I was interviewed by Radio Sputnik, Moscow, yesterday.
The audio clip is not very good, but I am attaching it here.
The transcript is below.
– Back in 2007 President Putin delivered his famous Munich speech, but many analysts agree that it remains relevant up to this day. How justified are the assessments?
It remains relevant in the sense that, that was the first instance which gave Western foreign policy analysts an idea about the change of tone of Russian grand strategy. It is observed, post-Soviet collapse, the pattern in Russian foreign policy is of short periods of cooperation and Atlanticism followed by long period of disillusionment or outright confrontation. From 2007 onwards there was this idea cemented on both Russian and Western sides, that mostly the relation between Russia and the West will broadly be defined by geopolitical rivalry, even during times of cooperation. 2007 marked the year which saw Russia return to its confrontational form, and that confrontation between Russia and the West has remained constant, regardless of the “reset” in between. And that is where we are now.

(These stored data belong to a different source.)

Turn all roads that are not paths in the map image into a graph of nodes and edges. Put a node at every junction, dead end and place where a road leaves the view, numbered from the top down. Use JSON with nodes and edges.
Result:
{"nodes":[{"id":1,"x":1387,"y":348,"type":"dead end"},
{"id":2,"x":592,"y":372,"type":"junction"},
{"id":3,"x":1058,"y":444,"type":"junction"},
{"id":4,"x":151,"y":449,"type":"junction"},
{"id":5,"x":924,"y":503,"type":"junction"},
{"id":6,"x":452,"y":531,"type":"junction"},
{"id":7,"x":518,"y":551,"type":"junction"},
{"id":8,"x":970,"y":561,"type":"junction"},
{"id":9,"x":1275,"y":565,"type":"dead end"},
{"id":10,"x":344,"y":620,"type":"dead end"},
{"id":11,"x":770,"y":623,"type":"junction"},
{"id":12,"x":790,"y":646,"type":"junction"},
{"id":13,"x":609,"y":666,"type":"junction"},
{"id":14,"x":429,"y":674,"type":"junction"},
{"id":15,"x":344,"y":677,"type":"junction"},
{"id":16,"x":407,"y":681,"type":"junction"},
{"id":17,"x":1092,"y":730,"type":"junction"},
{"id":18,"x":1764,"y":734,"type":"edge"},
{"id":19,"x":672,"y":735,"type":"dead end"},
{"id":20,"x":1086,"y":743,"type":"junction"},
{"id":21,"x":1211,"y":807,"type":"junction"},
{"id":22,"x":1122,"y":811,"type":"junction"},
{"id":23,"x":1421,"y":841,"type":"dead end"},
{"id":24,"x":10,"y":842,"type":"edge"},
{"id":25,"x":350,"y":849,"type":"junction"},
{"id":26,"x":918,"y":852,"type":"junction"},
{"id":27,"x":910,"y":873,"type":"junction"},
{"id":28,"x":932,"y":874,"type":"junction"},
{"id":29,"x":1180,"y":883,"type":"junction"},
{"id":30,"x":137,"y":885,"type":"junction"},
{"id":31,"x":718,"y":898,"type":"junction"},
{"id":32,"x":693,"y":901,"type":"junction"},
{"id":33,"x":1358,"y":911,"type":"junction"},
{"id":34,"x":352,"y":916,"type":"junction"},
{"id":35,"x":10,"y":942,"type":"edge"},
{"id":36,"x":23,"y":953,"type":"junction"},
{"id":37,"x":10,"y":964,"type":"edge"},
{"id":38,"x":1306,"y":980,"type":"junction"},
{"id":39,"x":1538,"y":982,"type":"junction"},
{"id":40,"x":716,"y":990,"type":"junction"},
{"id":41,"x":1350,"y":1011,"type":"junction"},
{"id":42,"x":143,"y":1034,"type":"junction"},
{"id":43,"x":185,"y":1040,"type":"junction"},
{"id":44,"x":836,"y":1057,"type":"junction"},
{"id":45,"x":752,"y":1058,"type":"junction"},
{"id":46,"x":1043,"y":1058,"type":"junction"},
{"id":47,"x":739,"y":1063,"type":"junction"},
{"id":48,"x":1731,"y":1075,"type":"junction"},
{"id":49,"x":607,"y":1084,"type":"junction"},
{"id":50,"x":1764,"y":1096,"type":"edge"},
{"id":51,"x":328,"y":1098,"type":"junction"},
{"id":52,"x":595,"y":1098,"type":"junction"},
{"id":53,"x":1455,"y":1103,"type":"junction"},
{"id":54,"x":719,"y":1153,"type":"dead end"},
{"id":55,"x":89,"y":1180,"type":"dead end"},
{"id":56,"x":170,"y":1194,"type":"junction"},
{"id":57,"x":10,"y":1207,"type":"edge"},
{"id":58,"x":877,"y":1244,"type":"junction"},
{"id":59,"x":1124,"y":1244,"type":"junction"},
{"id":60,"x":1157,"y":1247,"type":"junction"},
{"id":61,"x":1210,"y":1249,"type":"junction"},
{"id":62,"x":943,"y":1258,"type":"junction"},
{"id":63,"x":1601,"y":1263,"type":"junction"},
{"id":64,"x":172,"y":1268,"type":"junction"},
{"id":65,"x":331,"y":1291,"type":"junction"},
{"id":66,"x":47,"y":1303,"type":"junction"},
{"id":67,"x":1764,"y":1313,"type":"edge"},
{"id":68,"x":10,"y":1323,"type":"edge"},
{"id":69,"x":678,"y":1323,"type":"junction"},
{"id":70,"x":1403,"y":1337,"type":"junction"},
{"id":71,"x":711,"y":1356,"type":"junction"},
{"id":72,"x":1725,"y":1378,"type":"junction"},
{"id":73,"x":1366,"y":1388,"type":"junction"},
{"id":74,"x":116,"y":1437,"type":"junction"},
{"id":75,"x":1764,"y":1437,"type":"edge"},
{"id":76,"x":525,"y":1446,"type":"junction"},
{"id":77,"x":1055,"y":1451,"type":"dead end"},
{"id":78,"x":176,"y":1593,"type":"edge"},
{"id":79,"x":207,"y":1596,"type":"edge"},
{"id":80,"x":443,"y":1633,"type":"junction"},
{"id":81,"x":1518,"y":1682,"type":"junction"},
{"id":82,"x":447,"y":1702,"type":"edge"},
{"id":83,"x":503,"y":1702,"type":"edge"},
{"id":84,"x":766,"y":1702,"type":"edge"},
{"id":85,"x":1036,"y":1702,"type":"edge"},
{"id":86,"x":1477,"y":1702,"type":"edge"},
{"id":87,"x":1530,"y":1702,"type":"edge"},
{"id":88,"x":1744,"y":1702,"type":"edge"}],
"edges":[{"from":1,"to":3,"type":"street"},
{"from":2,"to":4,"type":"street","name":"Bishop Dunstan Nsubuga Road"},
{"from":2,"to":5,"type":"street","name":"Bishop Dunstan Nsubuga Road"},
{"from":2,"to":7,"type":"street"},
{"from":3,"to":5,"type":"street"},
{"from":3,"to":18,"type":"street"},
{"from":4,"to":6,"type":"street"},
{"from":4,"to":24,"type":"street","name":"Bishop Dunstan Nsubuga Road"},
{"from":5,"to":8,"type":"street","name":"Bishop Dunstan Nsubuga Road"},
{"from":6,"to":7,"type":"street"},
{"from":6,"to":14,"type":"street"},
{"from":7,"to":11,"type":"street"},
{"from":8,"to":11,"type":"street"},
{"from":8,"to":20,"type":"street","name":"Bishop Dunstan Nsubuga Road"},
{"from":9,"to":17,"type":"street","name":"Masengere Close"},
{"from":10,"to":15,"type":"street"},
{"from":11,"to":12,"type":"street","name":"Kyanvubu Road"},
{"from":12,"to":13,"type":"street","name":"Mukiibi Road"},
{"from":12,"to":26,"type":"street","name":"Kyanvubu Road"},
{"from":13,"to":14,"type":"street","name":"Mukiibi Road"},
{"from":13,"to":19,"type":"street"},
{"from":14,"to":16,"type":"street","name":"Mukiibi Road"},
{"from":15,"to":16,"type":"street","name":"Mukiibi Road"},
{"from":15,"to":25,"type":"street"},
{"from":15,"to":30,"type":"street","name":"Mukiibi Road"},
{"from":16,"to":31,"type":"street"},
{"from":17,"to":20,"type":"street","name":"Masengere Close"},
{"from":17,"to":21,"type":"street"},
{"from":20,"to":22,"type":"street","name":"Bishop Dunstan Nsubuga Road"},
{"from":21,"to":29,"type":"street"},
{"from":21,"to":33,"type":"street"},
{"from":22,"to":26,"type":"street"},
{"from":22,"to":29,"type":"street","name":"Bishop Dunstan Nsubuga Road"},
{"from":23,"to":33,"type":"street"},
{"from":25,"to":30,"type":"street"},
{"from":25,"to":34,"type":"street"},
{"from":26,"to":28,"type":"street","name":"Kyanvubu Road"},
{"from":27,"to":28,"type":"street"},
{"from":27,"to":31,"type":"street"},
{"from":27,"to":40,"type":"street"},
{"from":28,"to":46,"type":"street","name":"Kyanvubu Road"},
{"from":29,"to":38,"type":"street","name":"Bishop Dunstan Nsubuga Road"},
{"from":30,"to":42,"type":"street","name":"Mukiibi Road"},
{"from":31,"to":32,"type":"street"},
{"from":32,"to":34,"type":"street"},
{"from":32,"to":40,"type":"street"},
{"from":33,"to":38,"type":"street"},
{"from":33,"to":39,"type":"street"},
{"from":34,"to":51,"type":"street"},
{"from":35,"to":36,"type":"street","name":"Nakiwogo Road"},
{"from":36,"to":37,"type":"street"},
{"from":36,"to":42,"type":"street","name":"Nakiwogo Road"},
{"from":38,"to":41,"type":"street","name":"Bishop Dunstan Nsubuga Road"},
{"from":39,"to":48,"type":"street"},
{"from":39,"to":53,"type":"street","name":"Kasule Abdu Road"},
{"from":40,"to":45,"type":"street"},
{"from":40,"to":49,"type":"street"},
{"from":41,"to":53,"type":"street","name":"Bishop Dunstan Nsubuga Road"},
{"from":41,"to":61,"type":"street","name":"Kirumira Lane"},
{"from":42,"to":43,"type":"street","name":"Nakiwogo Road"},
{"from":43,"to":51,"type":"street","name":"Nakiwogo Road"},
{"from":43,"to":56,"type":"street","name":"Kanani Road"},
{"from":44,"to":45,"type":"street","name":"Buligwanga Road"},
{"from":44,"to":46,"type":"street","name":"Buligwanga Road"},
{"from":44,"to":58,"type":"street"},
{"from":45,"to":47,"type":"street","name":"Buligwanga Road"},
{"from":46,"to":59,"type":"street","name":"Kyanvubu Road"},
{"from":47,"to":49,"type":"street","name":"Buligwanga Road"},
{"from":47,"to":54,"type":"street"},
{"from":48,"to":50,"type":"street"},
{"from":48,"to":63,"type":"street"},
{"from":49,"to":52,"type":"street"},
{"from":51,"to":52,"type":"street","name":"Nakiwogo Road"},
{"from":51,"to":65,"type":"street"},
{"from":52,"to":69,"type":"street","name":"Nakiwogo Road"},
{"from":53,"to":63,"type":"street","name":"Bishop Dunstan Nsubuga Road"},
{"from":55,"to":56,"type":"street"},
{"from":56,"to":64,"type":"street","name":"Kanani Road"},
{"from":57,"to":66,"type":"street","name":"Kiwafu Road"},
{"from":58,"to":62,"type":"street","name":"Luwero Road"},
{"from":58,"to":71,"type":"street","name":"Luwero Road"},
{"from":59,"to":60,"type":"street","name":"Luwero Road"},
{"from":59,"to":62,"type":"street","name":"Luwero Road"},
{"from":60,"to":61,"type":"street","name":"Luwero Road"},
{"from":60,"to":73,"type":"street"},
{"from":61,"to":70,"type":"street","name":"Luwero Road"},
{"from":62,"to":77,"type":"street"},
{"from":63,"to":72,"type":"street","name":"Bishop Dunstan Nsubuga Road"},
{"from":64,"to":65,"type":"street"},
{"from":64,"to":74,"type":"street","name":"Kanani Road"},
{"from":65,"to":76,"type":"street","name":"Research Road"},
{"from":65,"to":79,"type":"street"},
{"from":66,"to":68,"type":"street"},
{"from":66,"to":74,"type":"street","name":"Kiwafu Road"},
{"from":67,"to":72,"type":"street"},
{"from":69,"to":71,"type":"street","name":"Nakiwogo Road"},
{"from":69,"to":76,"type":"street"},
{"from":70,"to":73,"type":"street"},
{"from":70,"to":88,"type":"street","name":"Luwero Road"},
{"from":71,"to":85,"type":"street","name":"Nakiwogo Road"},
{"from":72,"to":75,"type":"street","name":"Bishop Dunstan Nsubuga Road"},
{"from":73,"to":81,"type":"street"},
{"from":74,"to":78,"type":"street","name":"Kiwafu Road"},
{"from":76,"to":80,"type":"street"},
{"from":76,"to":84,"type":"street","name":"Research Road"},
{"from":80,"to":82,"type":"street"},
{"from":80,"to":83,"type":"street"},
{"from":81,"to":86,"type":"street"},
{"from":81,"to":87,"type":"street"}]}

– During his address, the Russian leader slammed the unipolar world order in which the US can take unilateral decisions on the most acute global problems. How different is the system nowadays? Has it changed for the better in your view?
Well, the system is still the same. It is still qualitatively a Unipolar world, in the sense that United States is realistically the only superpower with a truly global reach and capability. What has changed is the appetite in the West, for interventions and values and democracy promotion and nation building, especially across UK and US. There are regular surveys in PEW and recently from Chatham House that proves that public in the West are opposed to any sort of further involvement or engagement in Middle East, as well as opposed to any sort of migration from the Middle East. Middle East is sort of considered as a geopolitically cancerous zone, by a majority of public in Western Europe and US. Which is slowly starting to reflect in policy making and elections in the West as well. I’d say, the public mood in the West is not isolationism, but one of caution and retrenchment. That’s very different from 2007.
– The Russian president also warned against using military force over international law, arguing this could only make things worse. How reasonable has this warning proven to be? (follow-up: What can be done to restore the letter of law nowadays?)
Well, great powers, regardless of their ideology, or regime type, have always acted according to their perceived national interest, regardless of what the international law states. That has historically been the nature of international relations.
There is no global enforcement agency for any international law. International order is therefore essentially based on the whims and fancies of great powers, as well as their cooperation, and forces of economics.
If the mutual cooperation can be restored, then there is a chance of restoring the “letter of the law,” so to speak. That’s the only way. The other way is a renewed multipolar great power rivalry and spheres of influence, as it used to be prior to the First World War.
– Now, speaking about NATO’s expansion, President Putin said in Munich that the trend served as a provocative factor. Nowadays many experts share the same opinion, saying the expansion prompts further destabilization in the region? Why is it still in place?
NATO expansion, even during the late nineties, was a debatable issue among International relations theorists. That’s nothing new.
That said, NATO expansion is a result of a combination of factors, and it is naïve to blame it on any one particular side.
Some of them is a result of the historical legacy of the region, East Europe in particular. Some of them of course geopolitical reasons. What has happened however, is what we call, a Security Dilemma, or a spiral. Without commenting on whether it is justified or not, NATO expansion for some reason, does make Russia feel paranoid, which in turn, makes Russia militarise and act aggressively, which in turn, makes other smaller states feel threatened, who then want to be a part of a balancing coalition under Western umbrella. It’s a spiral model, and that’s precisely what’s happening now.
– In 2007 the Russian leader also highlighted the importance of further nuclear proliferation as a guarantor for global stability. The process, however, has recently come to a certain standstill. How do you see things playing out in this regard in the near future? What are the chances that will we see new nuclear proliferation efforts made on behalf of Russia, the US and other nations?
Nuclear proliferation is one of the major areas where there can be a realistic chance of cooperation between Russia and West. But at this point, the question is not whether it is important, but how it will be restarted. I personally don’t foresee, at least at this stage, any renewed or successful efforts given the current geopolitical scenario.
– Finally, some analysts hope that Donald Trump’s presidency might bring about positive changes and put an end to the unipolar world order. In your view, how likely is this? What internal and external forces could prevent him from doing so?
No, I don’t think it is likely, in the sense even if for the sake of argument, we agree that there will be a détente between Russia and the West, it possibly won’t last long. There are fundamental differences between Russia and United States, differences which are structural. Differences in national interests, for example with regards to Ukraine, and Iran, and those will stay regardless of who’s the President in either country. Trump’s presidency might also force Russia to slowly choose sides between China and United States, and I don’t think Russian policy makers at this stage are ready for that choice. In any case, one man cannot radically alter the direction of a country’s foreign policy, he will be constrained by forces of economics and geopolitics.
Having said that, there is always a possibility of issue based cooperation and finding common grounds, especially with regards to Islamist terrorism and North Korea for example. It is a probable ground for cooperation, but at this stage, difficult to predict.